日本は労働形態の現状維持の傾向が強く、機械で代替できる部分で人間が働いていたり、高スキル人材を養成していない。雇用を守るため、機械化による効率化よりも人間による非効率な仕事を温存している。順送り人事、過去と同じ業務の繰り返し、働き方の現状維持をしている。

これから日本が育成すべき人材は、第4次産業革命という新しい時代を牽引し、世界とのグローバル競争に勝つリーダーである。ドイツではミュンヘン工科大学やミュンヘン大学でデータサイエンテイスト修士課程を出た若者が、企業の中で幹部となり、企業を牽引している。また、人間でなければできない仕事を担う人材を育てなければならない。過去の前例の延長線上にある判断やルーティン業務はAIに代替される。そのため、①前例のない事柄や創造的な仕事をする人材、②デジタル機器を使いこなしデータを分析したり、科学的な経営をサポートする人材、③コミュニケーション能力・対人能力を持った人材、④AIを常に更新できる人材--の育成が必要である。

5 さいごに

今、日本経済は2 つの意味で大きな時代の転換期にある。1つは、急速な人口減少・少子高齢化である。人口増の時代はたいした知恵がなくても、商品・サービスを作りさえすれば、なんとなく売れていた。だが、人口減の時代は市場が縮小するため、本当に知恵を絞らなければ、売れる商品・サービスは生まれない。2 つ目は、第4次産業革命といわれる激しい技術革新である。日本の経営者は、この技術進歩についていっていない。大きな時代の変革の中で、日本の経営者は失敗を恐れ、チャレンジしない。その結果、最も大きな影響を受けているのは若者である。企業がほとんど雇用を増やさない、増やしたとしても多くは非正規という企業の姿勢が、今の若者に漠然とした将来の不安を抱かせている。そして、消費よりも貯蓄へ、あるいは年金保険支払い率の減少といった社会問題を起こし、「合成の誤謬」を生み、日本を負のスパイラルへと導いている。
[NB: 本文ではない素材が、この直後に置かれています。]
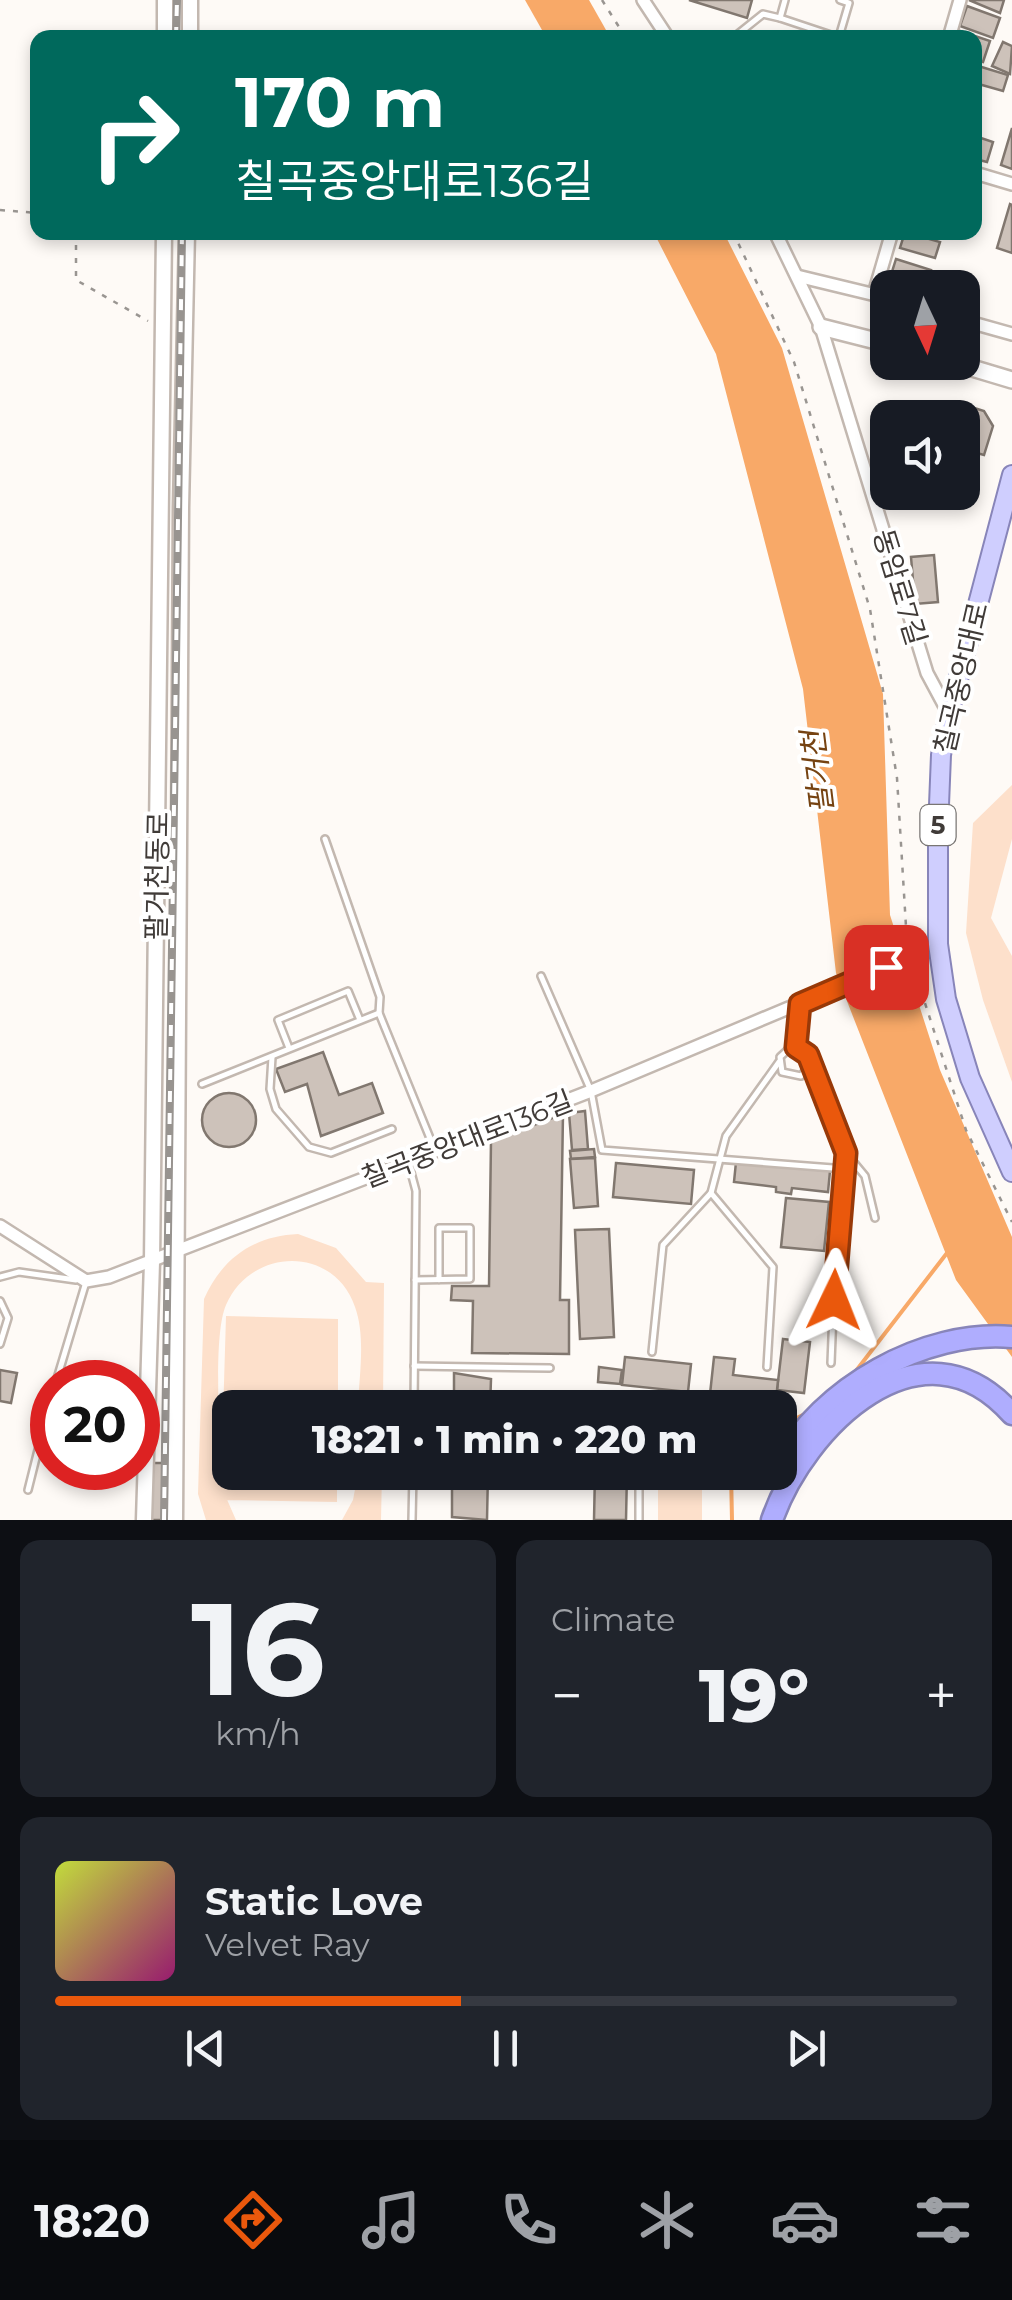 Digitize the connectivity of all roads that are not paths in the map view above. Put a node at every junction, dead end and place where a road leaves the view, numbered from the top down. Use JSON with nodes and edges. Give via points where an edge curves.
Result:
{"nodes":[{"id":1,"x":165,"y":0,"type":"edge"},
{"id":2,"x":190,"y":0,"type":"edge"},
{"id":3,"x":642,"y":0,"type":"edge"},
{"id":4,"x":785,"y":0,"type":"edge"},
{"id":5,"x":840,"y":0,"type":"edge"},
{"id":6,"x":960,"y":0,"type":"edge"},
{"id":7,"x":780,"y":18,"type":"junction"},
{"id":8,"x":164,"y":30,"type":"edge"},
{"id":9,"x":190,"y":30,"type":"edge"},
{"id":10,"x":663,"y":30,"type":"edge"},
{"id":11,"x":742,"y":30,"type":"edge"},
{"id":12,"x":817,"y":30,"type":"edge"},
{"id":13,"x":841,"y":30,"type":"edge"},
{"id":14,"x":951,"y":30,"type":"edge"},
{"id":15,"x":982,"y":175,"type":"edge"},
{"id":16,"x":1012,"y":184,"type":"edge"},
{"id":17,"x":164,"y":240,"type":"edge"},
{"id":18,"x":187,"y":240,"type":"edge"},
{"id":19,"x":779,"y":240,"type":"edge"},
{"id":20,"x":890,"y":240,"type":"edge"},
{"id":21,"x":881,"y":270,"type":"edge"},
{"id":22,"x":797,"y":276,"type":"junction"},
{"id":23,"x":870,"y":293,"type":"edge"},
{"id":24,"x":980,"y":325,"type":"edge"},
{"id":25,"x":821,"y":327,"type":"junction"},
{"id":26,"x":1012,"y":334,"type":"edge"},
{"id":27,"x":870,"y":339,"type":"edge"},
{"id":28,"x":980,"y":370,"type":"edge"},
{"id":29,"x":1012,"y":380,"type":"edge"},
{"id":30,"x":1012,"y":474,"type":"edge"},
{"id":31,"x":949,"y":714,"type":"junction"},
{"id":32,"x":324,"y":839,"type":"dead end"},
{"id":33,"x":938,"y":944,"type":"junction"},
{"id":34,"x":541,"y":976,"type":"dead end"},
{"id":35,"x":800,"y":1004,"type":"junction"},
{"id":36,"x":379,"y":1013,"type":"junction"},
{"id":37,"x":360,"y":1020,"type":"junction"},
{"id":38,"x":796,"y":1047,"type":"junction"},
{"id":39,"x":290,"y":1048,"type":"junction"},
{"id":40,"x":272,"y":1056,"type":"junction"},
{"id":41,"x":779,"y":1062,"type":"junction"},
{"id":42,"x":810,"y":1065,"type":"junction"},
{"id":43,"x":202,"y":1084,"type":"dead end"},
{"id":44,"x":592,"y":1091,"type":"junction"},
{"id":45,"x":392,"y":1130,"type":"dead end"},
{"id":46,"x":436,"y":1151,"type":"junction"},
{"id":47,"x":846,"y":1153,"type":"junction"},
{"id":48,"x":717,"y":1158,"type":"junction"},
{"id":49,"x":408,"y":1162,"type":"junction"},
{"id":50,"x":846,"y":1169,"type":"junction"},
{"id":51,"x":1012,"y":1172,"type":"edge"},
{"id":52,"x":711,"y":1193,"type":"junction"},
{"id":53,"x":876,"y":1218,"type":"dead end"},
{"id":54,"x":0,"y":1226,"type":"edge"},
{"id":55,"x":178,"y":1250,"type":"junction"},
{"id":56,"x":152,"y":1262,"type":"junction"},
{"id":57,"x":0,"y":1277,"type":"edge"},
{"id":58,"x":415,"y":1280,"type":"junction"},
{"id":59,"x":439,"y":1280,"type":"junction"},
{"id":60,"x":86,"y":1281,"type":"junction"},
{"id":61,"x":0,"y":1302,"type":"edge"},
{"id":62,"x":1012,"y":1337,"type":"edge"},
{"id":63,"x":0,"y":1344,"type":"edge"},
{"id":64,"x":652,"y":1352,"type":"dead end"},
{"id":65,"x":63,"y":1360,"type":"edge"},
{"id":66,"x":831,"y":1364,"type":"dead end"},
{"id":67,"x":414,"y":1366,"type":"junction"},
{"id":68,"x":767,"y":1367,"type":"dead end"},
{"id":69,"x":550,"y":1368,"type":"dead end"},
{"id":70,"x":414,"y":1390,"type":"edge"},
{"id":71,"x":1012,"y":1414,"type":"edge"},
{"id":72,"x":797,"y":1443,"type":"edge"},
{"id":73,"x":30,"y":1482,"type":"edge"},
{"id":74,"x":28,"y":1490,"type":"dead end"},
{"id":75,"x":413,"y":1490,"type":"edge"},
{"id":76,"x":639,"y":1490,"type":"edge"},
{"id":77,"x":770,"y":1490,"type":"edge"},
{"id":78,"x":144,"y":1520,"type":"edge"},
{"id":79,"x":175,"y":1520,"type":"edge"},
{"id":80,"x":412,"y":1520,"type":"edge"},
{"id":81,"x":639,"y":1520,"type":"edge"},
{"id":82,"x":759,"y":1520,"type":"edge"},
{"id":83,"x":772,"y":1520,"type":"edge"}],
"edges":[{"from":1,"to":8,"type":"street"},
{"from":2,"to":9,"type":"street"},
{"from":3,"to":10,"type":"street"},
{"from":4,"to":7,"type":"lane"},
{"from":5,"to":13,"type":"lane","via":[[848,2]]},
{"from":6,"to":14,"type":"street"},
{"from":7,"to":11,"type":"lane","via":[[763,14]]},
{"from":7,"to":12,"type":"lane"},
{"from":15,"to":16,"type":"street"},
{"from":17,"to":56,"type":"street","name":"팔거천동로"},
{"from":18,"to":55,"type":"street","name":"팔거천동로"},
{"from":19,"to":22,"type":"street","name":"동암로7길"},
{"from":20,"to":21,"type":"street"},
{"from":22,"to":23,"type":"street"},
{"from":22,"to":25,"type":"street","name":"동암로7길"},
{"from":24,"to":26,"type":"street"},
{"from":25,"to":27,"type":"main road"},
{"from":25,"to":31,"type":"street","name":"동암로7길","via":[[926,674]]},
{"from":28,"to":29,"type":"main road"},
{"from":30,"to":31,"type":"main road","name":"칠곡중앙대로","number":"5"},
{"from":31,"to":33,"type":"main road","name":"칠곡중앙대로","number":"5","via":[[941,755]]},
{"from":32,"to":36,"type":"lane","via":[[380,997]]},
{"from":33,"to":35,"type":"street","name":"칠곡중앙대로136길","bridge":true},
{"from":33,"to":51,"type":"main road","name":"칠곡중앙대로","number":"5","via":[[970,1078]]},
{"from":34,"to":44,"type":"lane"},
{"from":35,"to":38,"type":"lane"},
{"from":35,"to":44,"type":"street","name":"칠곡중앙대로136길"},
{"from":36,"to":37,"type":"lane"},
{"from":36,"to":46,"type":"lane"},
{"from":37,"to":39,"type":"lane"},
{"from":37,"to":39,"type":"lane","via":[[348,992],[331,998],[278,1020]]},
{"from":38,"to":41,"type":"lane","via":[[786,1049]]},
{"from":38,"to":42,"type":"lane","via":[[806,1051]]},
{"from":39,"to":40,"type":"lane"},
{"from":40,"to":43,"type":"lane"},
{"from":40,"to":45,"type":"lane","via":[[276,1109],[309,1147],[331,1154]]},
{"from":41,"to":42,"type":"lane","via":[[791,1077]]},
{"from":41,"to":48,"type":"lane"},
{"from":42,"to":47,"type":"lane"},
{"from":44,"to":46,"type":"street","name":"칠곡중앙대로136길"},
{"from":44,"to":48,"type":"lane","via":[[602,1150]]},
{"from":46,"to":49,"type":"street","name":"칠곡중앙대로136길"},
{"from":47,"to":50,"type":"lane"},
{"from":47,"to":53,"type":"lane","via":[[865,1176]]},
{"from":48,"to":50,"type":"lane"},
{"from":48,"to":52,"type":"lane"},
{"from":49,"to":55,"type":"street","name":"칠곡중앙대로136길"},
{"from":49,"to":58,"type":"lane","via":[[416,1191]]},
{"from":50,"to":66,"type":"lane"},
{"from":52,"to":64,"type":"lane","via":[[663,1245]]},
{"from":52,"to":68,"type":"lane","via":[[773,1267]]},
{"from":54,"to":60,"type":"street"},
{"from":55,"to":56,"type":"street","name":"칠곡중앙대로136길"},
{"from":55,"to":79,"type":"street","name":"팔거천동로"},
{"from":56,"to":60,"type":"street","name":"칠곡중앙대로136길"},
{"from":56,"to":78,"type":"street","name":"팔거천동로"},
{"from":57,"to":60,"type":"lane","via":[[19,1272]]},
{"from":58,"to":59,"type":"lane"},
{"from":58,"to":67,"type":"lane"},
{"from":59,"to":59,"type":"lane","via":[[470,1279],[470,1228],[439,1228]]},
{"from":60,"to":65,"type":"lane"},
{"from":61,"to":63,"type":"lane","via":[[8,1318]]},
{"from":62,"to":72,"type":"highway","via":[[953,1342],[866,1376]]},
{"from":67,"to":69,"type":"lane"},
{"from":67,"to":70,"type":"lane"},
{"from":71,"to":83,"type":"highway","via":[[983,1390],[944,1377],[912,1377],[878,1388],[817,1438],[790,1476]]},
{"from":73,"to":74,"type":"lane"},
{"from":75,"to":80,"type":"lane"},
{"from":76,"to":81,"type":"lane"},
{"from":77,"to":82,"type":"highway"}]}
第4次産業革命とは、巨大市場の先行利得を目指して世界中の企業が熾烈なグローバル競争を展開する時代である。他業種からの参入、オープンプラットフォームなど新しいビジネスモデルの出現など過去に例のない大きな変化か出現する。過去20年と比べ、今後の20年はその数倍の大規模な変革が起きる。しかも、その変革が全ての産業分野に及ぶ。第4次産業革命は、全ての国にとって大きく飛躍できる絶好の機会である半面、競争に負ければ一気に沈没する可能性もある。日本は危機感を持って第4次産業革命の戦いを勝ち抜かなければならない。